Montag, 27. Februar 2012

LFT Tracker Howto

Hi folks!

This time I'm back fulfilling a request by therobomaker957 on how to use lft's chiptune tracker to compose a chiptune and run the tune on an Arduino.
Well, at first, you should grab every piece of code and script from my earlier post. Then, you have to compile the tracker. Assuming you run Ubuntu oder Debian, you'll need build-essential and libsdl for this. Currently, I see no way to rund the tracker in Windows. Perhaps it'll work with cygwin, but it certainly doesn't work with a VirtualBox image of Ubuntu. I tried that before and got no sound out of it.
But before you run the tracker, I think it's time for some overview of creating music using with this concept from the early days of computer music. As the name hints at, you arrange your tune by placing key-ons and key-offs (a bit like MIDI) into several tracks. Within lft's environment, you can have four tracks in parallel, meaning you can play up to four different instruments at the same time - or the same instrument four times, e.g. to play a chord.
You can put your key-ons (key strokes) into a column of 32 rows, making one track. So if you wanted to play a beat at quarter notes for example, you'd put a note at every fourth line, leaving the rest blank (---).
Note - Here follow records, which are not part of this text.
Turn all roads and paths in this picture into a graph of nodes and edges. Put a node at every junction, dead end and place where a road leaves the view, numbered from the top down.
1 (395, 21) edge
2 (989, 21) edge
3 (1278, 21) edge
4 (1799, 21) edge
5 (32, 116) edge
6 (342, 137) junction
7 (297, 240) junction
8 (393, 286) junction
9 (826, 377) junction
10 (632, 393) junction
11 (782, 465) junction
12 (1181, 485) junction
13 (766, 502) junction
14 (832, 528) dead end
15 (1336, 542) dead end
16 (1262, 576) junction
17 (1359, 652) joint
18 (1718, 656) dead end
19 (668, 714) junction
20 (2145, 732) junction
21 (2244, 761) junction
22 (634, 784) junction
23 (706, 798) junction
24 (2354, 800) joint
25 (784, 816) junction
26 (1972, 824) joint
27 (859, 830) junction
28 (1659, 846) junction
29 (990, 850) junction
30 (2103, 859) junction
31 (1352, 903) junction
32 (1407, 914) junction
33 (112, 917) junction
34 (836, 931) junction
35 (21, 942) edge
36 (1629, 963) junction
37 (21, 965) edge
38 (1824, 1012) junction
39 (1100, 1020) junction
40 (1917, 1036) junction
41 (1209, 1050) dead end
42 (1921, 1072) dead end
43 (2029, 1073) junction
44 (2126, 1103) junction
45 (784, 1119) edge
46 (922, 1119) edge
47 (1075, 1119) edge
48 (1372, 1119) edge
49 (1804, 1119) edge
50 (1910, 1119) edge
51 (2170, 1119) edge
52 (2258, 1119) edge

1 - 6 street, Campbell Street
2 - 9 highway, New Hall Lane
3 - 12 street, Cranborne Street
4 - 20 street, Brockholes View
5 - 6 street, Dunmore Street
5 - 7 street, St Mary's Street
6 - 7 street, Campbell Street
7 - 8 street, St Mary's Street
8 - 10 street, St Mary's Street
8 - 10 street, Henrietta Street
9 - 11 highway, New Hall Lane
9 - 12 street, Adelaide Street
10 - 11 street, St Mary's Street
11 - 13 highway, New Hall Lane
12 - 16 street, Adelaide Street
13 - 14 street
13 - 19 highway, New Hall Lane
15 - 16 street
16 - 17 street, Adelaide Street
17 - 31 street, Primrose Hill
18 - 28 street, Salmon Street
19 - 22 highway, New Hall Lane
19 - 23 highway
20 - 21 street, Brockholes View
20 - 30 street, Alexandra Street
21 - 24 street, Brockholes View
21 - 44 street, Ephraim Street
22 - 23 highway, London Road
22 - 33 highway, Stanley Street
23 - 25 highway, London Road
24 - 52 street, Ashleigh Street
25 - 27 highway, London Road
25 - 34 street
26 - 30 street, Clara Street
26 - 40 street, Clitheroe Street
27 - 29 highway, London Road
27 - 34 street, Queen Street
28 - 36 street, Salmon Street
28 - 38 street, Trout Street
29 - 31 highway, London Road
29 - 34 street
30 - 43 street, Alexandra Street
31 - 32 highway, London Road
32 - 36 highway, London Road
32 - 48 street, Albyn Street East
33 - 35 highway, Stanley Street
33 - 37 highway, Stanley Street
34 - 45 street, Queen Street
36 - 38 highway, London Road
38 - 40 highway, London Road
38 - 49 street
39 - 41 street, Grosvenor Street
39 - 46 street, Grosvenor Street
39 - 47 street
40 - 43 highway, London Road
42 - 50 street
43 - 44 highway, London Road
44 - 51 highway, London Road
You can use the keyboard to enter different pitches like this (switch octaves with < and >):



This is actually the same as in FastTracker II oder MadTracker, if you've ever worked with these before.
Now, when you run the tracker (don't forget to specify a song file!), you'll see something like this:

On the right, there's the instrument editor (for an explanation of the various commands and key bindings, see lft's tracker readme file in the source zip). In the middle, you can edit the current track (0-128). On the left, you can arrange the different tracks you created into a song. Just enter the number of a track in every of the four different song columns and that track will be played there.
When you're done with editing, save your song - and then export it. The export will create an assembly source file. It contains two song configuration values (length and maxtrack) and a static array of values. However, this array is NOT the one you can paste into the chiptune Arduino sketch. As I couldn't find out how the array in the assembly file and the one in the Arduino sketch were related, I simply had the source file compiled into an object file. Then I dumped the contents of the object file and there it was - the data I needed to paste into the sketch. In the end I wrote a small script (which also uses a simple Java parser) to automate this job of compiling and dumping the assembly stuff.
If you run my script on an exported song (.s file), you should be able to get another file containing the data you can paste into your sketch. All that's left to to then is to adjust the values of MAXTRACK and SONGLEN according to the exported song and you should be the proud owner of your own chiptune playing on your favourite bit of hardware.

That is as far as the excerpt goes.